Get Ready for King Street Metro Improvements Construction
King Street-Old Town Metrorail Station Access Improvement Project to Begin Sept. 9
ALEXANDRIA, VA–On September 9, the City of Alexandria and the Washington Metropolitan Area Transit Authority (WMATA) will begin construction on the King Street-Old Town Metrorail Station Access Improvement Project. While the Project will bring many benefits to transit users, there will be significant construction impacts through mid-2020.
Safety and access upgrades will include improved pedestrian access and safety; three additional bus bays; improved traffic flow; new designated areas for bikes, shuttles, Kiss & Ride, and carshare vehicles; and improved landscaping, lighting, and aesthetics.
The project will occur in two phases. During the first phase, which will last approximately 17 months, bus bays will be relocated to surrounding streets. Other facilities – including locations for Kiss & Ride, car share and shuttles – will remain closed for the duration of project construction. During the second phase, the new bus bays will be completed and open, but the Kiss & Ride, car share and shuttle area will remain closed. Starting August 6, preliminary construction will remove the existing metered parking lot and shuttle area within the station. These customers should use the Braddock Road or Eisenhower Avenue Metrorail station.
During major construction, starting September 9, please expect the following:
- There will be no Kiss & Ride area during construction. All customers who use these areas should use either Eisenhower Avenue or Braddock Road Metrorail stations (Phases 1 and 2).
- The existing parking lot and bus loading area will be under construction, except for pedestrian paths to the bus bays (Phase 1).
- Bus bays will be temporarily relocated to Diagonal Road, Daingerfield Road, Cameron Street and King Street. Work to build these temporary bays will begin in early August and will affect on-street parking. Wayfinding signs will direct bus riders to their temporary bay (Phase 1). The bus bays will be moved back to the station after Phase 1 is completed.
- Pedestrians using the Carlyle pedestrian tunnel will be required to cross Diagonal Road at Duke Street and again at the mid-block crossing (Phase 1).
- A temporary pedestrian path will run from the main entrance of the station to the mid-block crosswalk and the bus waiting area at Diagonal Road through the construction area. An additional pedestrian path will be parallel to the Metorail tracks, near the station, between the main entrance and King Street (Phases 1 and 2).
- The MetroAccess van and taxi pick-up and drop-off area will be temporarily relocated to the north side of Cameron Street just east of the north entrance to the King Street-Old Town Metrorail Station entrance at Commonwealth Avenue. Taxis may also use the zone in front of the Embassy Suites Hotel, or Alexandria Union Station (Phases 1 and 2).

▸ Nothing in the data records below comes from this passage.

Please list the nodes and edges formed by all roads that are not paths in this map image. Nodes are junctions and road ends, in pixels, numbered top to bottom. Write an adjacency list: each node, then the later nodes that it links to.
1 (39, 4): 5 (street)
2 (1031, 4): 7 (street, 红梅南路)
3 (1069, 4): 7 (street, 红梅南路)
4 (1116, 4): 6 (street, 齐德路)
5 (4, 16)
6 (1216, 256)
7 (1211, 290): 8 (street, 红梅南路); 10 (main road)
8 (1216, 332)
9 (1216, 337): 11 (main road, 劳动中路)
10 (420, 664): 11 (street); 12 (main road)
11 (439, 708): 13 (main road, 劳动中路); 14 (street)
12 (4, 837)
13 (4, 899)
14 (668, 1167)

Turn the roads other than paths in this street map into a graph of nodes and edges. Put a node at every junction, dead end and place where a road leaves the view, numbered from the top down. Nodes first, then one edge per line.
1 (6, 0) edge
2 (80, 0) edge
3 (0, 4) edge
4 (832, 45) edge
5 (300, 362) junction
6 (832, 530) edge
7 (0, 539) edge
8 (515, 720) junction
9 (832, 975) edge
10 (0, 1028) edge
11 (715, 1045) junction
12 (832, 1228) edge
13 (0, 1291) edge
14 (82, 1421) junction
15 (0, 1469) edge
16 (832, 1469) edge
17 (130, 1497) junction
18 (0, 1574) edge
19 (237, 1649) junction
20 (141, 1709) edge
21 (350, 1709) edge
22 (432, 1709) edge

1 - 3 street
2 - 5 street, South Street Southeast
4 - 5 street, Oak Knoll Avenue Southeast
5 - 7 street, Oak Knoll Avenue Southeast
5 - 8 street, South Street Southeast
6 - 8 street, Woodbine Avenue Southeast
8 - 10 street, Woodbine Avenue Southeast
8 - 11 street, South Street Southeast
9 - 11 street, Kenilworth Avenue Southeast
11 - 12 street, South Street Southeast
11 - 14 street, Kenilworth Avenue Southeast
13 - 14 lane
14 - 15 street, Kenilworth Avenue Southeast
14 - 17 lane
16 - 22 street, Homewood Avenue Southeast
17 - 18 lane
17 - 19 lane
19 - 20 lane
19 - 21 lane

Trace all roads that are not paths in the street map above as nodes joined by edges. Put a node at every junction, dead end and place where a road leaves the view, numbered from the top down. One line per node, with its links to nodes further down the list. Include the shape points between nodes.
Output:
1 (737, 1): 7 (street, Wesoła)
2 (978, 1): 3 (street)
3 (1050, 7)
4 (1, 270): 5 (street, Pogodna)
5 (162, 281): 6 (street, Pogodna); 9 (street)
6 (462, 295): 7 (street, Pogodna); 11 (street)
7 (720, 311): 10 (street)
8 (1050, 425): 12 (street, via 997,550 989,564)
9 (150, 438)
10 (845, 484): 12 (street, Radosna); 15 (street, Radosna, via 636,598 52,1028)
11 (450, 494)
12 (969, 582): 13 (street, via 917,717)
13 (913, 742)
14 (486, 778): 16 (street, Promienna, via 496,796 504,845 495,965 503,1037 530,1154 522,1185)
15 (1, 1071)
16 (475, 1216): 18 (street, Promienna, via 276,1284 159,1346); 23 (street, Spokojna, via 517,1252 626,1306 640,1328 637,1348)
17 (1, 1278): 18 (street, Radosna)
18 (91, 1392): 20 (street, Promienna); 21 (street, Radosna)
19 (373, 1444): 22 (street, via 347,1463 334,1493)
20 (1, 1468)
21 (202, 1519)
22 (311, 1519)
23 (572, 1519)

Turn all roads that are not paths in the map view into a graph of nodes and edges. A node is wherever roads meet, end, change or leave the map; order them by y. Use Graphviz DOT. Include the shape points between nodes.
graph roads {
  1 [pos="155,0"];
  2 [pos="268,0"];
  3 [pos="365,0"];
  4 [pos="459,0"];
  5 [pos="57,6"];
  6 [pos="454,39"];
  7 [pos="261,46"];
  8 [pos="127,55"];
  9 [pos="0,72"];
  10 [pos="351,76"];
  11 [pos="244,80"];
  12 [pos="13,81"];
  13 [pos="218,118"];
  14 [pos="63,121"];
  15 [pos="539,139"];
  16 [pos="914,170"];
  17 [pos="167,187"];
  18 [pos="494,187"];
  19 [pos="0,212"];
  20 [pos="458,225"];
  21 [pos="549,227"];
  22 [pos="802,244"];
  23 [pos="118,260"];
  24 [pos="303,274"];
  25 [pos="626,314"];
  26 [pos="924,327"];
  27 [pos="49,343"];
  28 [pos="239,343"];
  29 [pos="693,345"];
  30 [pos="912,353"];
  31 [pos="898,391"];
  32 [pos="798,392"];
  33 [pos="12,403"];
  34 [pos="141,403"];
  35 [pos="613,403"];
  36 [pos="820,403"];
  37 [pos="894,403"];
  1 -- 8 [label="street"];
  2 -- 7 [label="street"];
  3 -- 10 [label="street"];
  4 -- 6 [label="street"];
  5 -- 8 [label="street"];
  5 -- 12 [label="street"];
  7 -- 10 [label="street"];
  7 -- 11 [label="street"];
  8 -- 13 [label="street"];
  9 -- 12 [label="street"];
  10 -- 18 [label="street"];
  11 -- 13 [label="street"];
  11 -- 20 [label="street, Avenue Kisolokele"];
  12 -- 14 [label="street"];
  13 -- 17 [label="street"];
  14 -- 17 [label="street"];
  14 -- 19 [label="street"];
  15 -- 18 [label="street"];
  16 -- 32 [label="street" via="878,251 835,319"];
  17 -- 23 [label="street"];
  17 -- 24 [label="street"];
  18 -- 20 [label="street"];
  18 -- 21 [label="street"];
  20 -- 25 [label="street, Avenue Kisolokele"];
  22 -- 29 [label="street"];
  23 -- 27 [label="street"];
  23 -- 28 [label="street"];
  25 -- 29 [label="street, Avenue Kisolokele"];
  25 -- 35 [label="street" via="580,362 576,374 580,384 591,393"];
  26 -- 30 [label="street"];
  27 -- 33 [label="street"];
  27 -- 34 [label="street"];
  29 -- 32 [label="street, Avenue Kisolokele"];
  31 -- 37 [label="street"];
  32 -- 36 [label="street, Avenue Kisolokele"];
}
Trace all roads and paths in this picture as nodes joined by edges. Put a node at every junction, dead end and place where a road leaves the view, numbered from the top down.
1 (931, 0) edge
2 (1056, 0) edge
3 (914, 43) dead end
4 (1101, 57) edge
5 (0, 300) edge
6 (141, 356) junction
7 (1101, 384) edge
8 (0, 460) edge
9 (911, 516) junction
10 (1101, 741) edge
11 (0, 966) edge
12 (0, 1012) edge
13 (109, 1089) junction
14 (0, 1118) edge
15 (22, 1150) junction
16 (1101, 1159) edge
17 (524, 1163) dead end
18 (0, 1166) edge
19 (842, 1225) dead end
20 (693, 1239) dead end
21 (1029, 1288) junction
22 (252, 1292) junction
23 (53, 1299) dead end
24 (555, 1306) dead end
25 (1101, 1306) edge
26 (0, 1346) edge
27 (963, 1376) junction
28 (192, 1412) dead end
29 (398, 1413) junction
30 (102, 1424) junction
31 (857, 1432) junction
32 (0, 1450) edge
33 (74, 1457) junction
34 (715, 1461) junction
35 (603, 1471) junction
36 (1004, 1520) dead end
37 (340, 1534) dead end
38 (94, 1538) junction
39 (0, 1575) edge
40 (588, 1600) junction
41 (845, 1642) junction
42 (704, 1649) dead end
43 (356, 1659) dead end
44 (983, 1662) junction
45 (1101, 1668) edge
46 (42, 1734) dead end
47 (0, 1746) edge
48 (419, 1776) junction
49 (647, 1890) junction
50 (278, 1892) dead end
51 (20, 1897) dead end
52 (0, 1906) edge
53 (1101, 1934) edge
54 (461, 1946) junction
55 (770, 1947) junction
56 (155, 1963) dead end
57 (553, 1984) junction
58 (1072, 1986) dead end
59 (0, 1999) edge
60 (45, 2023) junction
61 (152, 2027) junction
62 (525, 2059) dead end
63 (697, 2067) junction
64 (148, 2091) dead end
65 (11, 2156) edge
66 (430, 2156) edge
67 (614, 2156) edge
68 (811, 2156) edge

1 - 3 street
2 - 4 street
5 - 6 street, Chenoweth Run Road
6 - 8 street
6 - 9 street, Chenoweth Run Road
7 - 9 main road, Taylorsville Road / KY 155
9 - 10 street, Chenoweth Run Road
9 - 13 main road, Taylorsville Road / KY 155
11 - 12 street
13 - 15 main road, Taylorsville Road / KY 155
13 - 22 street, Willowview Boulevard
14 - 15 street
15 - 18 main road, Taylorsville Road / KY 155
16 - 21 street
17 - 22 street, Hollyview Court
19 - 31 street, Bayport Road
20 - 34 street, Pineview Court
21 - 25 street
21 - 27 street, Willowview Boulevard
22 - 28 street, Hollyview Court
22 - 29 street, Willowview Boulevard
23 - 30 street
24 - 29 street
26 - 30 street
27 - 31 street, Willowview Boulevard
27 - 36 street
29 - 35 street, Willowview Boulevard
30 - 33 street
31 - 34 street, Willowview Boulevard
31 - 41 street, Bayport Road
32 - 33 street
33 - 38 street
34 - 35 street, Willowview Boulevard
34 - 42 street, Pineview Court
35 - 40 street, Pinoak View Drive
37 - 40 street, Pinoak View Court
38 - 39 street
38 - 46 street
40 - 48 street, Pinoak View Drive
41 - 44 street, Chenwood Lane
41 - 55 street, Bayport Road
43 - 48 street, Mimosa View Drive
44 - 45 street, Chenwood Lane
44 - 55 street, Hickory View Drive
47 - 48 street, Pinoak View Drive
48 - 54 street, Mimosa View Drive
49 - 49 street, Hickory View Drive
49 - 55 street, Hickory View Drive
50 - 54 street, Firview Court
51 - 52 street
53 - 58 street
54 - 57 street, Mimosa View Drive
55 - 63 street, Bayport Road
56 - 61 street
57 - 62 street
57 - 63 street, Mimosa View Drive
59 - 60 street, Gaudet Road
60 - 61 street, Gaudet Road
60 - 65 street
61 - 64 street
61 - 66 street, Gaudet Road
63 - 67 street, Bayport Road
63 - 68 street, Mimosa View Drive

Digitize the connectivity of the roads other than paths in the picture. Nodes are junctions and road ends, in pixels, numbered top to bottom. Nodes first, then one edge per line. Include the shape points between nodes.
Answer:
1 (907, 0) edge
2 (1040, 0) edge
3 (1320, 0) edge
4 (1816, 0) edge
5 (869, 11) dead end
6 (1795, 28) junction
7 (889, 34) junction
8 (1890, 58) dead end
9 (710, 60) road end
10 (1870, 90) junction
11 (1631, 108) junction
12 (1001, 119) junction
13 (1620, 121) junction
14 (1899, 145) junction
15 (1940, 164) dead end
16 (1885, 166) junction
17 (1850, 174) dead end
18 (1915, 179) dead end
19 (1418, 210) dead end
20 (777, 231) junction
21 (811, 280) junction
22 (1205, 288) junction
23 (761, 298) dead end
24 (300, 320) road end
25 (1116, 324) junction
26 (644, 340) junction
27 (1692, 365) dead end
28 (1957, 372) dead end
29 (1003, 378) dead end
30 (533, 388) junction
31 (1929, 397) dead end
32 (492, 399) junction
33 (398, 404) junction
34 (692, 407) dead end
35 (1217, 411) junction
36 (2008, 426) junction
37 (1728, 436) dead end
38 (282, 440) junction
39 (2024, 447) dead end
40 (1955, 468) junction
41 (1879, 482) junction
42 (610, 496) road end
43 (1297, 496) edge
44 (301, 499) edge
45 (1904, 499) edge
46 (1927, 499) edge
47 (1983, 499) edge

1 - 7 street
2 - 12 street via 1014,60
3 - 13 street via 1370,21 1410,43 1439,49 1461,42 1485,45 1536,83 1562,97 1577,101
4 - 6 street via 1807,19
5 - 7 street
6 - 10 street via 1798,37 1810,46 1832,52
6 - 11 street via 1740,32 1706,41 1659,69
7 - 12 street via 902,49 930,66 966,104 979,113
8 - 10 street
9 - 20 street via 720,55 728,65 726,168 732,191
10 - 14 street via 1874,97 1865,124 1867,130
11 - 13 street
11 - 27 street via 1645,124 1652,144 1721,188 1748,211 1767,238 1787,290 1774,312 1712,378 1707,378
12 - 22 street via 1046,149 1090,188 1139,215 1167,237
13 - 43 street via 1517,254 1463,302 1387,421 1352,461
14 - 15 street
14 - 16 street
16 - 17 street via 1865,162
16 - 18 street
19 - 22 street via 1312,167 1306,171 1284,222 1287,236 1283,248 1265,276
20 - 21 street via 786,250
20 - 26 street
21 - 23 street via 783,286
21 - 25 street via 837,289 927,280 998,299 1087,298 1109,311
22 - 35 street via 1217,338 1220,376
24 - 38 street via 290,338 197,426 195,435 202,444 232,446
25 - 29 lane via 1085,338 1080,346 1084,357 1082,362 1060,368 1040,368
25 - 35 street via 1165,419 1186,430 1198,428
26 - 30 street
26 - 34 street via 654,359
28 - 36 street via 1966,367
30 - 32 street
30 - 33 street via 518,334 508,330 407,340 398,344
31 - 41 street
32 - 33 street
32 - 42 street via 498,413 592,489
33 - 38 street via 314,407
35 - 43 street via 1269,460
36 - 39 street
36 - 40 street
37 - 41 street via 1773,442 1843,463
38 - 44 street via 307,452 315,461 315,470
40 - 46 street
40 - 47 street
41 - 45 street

- There will be no shuttle area within the station, and all local shuttle service must use either Eisenhower Avenue or Braddock Road Metrorail stations (Phases 1 and 2).
- Bicycle parking will be provided at the station, and the Capital Bikeshare stations on Diagonal Road and Commonwealth Avenue will remain open throughout the duration of the project (Phases 1 and 2).
- Drivers should be aware of increased congestion and limited street parking during project construction. Station users should plan for additional time getting to and from Metro. (Phases 1 and 2).
The City provides information on alternate ways of getting around, including walking, biking, and teleworking, through the transportation resource program GO Alex.
The Access Improvement Project will not impact train service or cause any station closures. A separate WMATA project to rehabilitate the station platform will affect train service in summer 2019. The City is working with WMATA to coordinate both projects.
The Access Improvement Project was approved by City Council in 2012 after several years of study, community input, design, and review by City boards and commissions. Over the past five years, the City has worked closely with WMATA and these stakeholders to finalize the design process.